GIVEN INFORMATION:

====

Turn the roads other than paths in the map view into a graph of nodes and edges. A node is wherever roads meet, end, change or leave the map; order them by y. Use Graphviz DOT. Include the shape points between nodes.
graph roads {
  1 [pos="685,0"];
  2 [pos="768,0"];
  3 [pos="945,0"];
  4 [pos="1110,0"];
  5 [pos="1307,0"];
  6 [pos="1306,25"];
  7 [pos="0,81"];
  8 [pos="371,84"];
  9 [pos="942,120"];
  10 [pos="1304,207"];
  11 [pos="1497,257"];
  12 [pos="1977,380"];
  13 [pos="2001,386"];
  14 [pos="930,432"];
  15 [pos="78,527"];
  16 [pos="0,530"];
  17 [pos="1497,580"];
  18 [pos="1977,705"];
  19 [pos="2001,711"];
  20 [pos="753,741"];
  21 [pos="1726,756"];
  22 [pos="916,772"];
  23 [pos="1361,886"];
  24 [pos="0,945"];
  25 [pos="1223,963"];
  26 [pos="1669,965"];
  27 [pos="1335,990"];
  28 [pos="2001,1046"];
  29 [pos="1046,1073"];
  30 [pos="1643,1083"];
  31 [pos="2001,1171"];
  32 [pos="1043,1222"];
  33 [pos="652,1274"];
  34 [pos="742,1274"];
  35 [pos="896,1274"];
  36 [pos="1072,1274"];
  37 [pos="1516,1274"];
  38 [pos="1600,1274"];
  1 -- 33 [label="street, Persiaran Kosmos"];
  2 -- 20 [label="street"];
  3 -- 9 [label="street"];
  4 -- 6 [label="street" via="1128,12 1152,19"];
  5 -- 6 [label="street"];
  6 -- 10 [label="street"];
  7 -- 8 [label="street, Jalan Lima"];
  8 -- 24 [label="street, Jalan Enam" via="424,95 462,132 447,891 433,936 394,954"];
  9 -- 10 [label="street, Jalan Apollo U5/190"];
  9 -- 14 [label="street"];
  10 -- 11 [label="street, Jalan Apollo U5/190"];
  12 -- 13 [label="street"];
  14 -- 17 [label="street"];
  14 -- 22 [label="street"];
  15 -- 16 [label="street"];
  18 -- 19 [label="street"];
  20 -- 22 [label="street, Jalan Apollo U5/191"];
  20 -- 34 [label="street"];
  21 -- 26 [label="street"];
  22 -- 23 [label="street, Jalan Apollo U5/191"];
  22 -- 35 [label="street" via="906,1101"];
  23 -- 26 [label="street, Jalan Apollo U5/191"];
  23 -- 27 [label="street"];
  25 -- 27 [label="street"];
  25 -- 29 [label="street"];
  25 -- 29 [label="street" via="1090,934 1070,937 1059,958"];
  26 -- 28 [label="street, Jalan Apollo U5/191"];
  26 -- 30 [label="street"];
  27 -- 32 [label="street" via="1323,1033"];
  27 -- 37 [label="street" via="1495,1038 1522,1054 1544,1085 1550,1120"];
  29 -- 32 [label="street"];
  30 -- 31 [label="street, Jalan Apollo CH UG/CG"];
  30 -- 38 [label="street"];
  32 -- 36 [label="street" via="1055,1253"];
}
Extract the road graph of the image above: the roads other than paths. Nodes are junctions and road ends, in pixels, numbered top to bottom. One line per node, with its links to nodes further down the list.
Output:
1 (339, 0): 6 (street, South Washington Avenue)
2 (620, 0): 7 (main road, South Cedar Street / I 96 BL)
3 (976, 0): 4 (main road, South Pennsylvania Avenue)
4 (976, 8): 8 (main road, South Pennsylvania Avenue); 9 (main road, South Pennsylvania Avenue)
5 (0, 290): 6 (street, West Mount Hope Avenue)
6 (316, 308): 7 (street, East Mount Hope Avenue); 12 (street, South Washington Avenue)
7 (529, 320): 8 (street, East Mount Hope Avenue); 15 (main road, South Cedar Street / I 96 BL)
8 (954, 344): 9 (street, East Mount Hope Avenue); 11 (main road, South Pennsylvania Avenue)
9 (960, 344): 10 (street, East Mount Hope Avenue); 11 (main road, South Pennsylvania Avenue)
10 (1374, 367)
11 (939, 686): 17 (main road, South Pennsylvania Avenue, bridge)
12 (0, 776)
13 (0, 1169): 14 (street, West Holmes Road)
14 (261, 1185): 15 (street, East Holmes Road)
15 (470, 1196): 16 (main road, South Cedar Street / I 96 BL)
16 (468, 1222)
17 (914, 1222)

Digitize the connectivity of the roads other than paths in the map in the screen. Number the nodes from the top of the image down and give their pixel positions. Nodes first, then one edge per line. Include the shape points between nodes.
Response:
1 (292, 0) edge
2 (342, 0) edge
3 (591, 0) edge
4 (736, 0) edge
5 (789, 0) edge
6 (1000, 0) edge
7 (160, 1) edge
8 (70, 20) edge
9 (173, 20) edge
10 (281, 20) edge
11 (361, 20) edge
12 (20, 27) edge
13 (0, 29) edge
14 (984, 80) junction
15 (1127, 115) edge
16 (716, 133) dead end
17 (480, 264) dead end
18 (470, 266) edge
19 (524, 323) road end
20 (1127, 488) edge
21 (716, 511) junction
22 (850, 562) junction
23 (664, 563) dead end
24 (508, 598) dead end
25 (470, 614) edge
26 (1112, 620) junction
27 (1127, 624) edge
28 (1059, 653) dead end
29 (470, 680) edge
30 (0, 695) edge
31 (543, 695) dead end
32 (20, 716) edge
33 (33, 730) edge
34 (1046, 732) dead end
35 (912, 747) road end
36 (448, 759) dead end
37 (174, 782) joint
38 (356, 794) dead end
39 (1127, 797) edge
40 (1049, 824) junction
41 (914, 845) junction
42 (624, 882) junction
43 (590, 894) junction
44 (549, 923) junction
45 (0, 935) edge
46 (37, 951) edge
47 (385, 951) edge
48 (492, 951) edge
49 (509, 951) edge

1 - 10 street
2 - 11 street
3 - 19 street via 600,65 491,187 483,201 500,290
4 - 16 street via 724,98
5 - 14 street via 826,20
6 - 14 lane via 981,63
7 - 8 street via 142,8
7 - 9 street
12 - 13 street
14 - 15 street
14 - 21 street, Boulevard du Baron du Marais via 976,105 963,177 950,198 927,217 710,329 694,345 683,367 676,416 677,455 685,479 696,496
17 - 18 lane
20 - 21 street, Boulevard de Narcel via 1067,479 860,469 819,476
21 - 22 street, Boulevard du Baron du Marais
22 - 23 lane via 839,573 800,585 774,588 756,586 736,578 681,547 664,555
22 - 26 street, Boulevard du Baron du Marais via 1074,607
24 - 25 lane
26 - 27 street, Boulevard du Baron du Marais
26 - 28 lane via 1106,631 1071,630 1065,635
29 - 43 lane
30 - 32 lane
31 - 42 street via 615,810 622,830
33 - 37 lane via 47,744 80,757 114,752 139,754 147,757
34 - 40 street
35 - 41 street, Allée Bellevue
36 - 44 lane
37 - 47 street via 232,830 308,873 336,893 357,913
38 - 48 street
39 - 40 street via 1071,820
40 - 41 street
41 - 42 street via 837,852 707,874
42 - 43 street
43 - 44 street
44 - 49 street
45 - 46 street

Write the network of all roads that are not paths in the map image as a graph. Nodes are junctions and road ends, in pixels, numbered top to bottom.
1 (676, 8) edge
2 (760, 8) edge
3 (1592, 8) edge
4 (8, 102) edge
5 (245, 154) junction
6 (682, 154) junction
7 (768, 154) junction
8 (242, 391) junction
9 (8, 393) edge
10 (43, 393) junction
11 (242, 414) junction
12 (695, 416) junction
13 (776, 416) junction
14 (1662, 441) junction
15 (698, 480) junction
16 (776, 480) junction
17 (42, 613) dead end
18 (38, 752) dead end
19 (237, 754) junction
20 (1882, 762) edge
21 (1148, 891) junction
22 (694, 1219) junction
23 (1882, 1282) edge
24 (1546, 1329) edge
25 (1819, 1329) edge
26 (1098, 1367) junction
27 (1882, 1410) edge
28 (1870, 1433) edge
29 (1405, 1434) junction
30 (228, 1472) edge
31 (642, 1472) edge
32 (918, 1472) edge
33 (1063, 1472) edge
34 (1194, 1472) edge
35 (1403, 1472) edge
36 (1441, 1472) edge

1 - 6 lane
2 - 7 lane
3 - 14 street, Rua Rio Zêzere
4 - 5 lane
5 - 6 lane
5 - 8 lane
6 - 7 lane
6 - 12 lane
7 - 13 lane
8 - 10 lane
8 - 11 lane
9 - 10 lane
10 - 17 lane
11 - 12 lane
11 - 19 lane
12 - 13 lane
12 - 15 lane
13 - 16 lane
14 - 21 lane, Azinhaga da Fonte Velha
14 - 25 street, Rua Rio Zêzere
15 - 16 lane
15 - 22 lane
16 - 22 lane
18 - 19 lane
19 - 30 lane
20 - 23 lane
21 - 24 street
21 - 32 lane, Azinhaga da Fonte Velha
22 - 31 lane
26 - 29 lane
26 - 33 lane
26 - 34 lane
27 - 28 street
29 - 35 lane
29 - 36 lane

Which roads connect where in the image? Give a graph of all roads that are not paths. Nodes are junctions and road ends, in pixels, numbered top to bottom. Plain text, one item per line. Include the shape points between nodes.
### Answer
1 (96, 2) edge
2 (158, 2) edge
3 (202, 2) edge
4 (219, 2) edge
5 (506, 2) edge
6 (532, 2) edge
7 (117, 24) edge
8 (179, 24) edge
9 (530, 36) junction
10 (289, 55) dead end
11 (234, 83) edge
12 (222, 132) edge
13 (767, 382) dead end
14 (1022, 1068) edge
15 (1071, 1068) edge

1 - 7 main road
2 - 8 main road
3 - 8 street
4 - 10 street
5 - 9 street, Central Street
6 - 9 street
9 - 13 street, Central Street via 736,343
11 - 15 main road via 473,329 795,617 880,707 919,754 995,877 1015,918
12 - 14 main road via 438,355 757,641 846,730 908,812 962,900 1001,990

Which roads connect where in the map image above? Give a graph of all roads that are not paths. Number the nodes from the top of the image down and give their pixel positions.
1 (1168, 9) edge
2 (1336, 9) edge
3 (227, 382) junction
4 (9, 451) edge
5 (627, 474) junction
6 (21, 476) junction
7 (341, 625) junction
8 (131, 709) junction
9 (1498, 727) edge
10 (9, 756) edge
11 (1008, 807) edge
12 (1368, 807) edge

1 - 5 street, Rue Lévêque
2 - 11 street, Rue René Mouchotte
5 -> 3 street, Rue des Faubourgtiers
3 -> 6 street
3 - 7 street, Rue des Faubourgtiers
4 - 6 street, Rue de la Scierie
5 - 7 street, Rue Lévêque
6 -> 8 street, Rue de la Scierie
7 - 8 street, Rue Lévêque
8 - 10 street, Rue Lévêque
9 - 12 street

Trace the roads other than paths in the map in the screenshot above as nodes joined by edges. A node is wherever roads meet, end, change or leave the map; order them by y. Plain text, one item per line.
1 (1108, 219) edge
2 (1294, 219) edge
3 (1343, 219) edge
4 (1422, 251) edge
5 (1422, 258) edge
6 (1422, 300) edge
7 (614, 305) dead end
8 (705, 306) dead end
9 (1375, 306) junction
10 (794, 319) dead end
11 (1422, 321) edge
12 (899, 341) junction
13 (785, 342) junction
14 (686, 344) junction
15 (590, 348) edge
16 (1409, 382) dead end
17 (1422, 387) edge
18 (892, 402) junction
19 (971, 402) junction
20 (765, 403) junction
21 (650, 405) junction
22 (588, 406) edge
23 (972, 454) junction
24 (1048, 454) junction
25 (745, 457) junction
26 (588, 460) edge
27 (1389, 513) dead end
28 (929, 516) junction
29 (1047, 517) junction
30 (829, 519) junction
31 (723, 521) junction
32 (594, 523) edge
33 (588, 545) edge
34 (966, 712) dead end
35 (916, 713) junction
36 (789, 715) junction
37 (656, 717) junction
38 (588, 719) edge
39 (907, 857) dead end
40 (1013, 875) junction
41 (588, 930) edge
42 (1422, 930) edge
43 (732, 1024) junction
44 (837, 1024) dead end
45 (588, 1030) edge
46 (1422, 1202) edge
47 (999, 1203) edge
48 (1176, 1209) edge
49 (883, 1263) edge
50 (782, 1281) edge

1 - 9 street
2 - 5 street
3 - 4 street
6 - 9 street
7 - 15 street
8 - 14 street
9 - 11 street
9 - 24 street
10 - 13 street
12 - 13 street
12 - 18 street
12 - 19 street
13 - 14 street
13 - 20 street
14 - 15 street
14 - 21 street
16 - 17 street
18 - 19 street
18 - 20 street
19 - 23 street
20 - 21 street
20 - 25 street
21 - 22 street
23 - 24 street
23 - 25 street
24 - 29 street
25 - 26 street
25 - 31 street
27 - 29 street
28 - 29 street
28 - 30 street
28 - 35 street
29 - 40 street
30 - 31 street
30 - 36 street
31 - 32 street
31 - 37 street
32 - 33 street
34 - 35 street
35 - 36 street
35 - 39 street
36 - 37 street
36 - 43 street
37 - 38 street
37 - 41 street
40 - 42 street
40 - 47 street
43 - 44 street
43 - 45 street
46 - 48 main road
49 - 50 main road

====

PROBLEM DESCRIPTION: Write down only the number of lines above where the word "Cedar" occurs.

REPLY TO THE EXERCISE: 3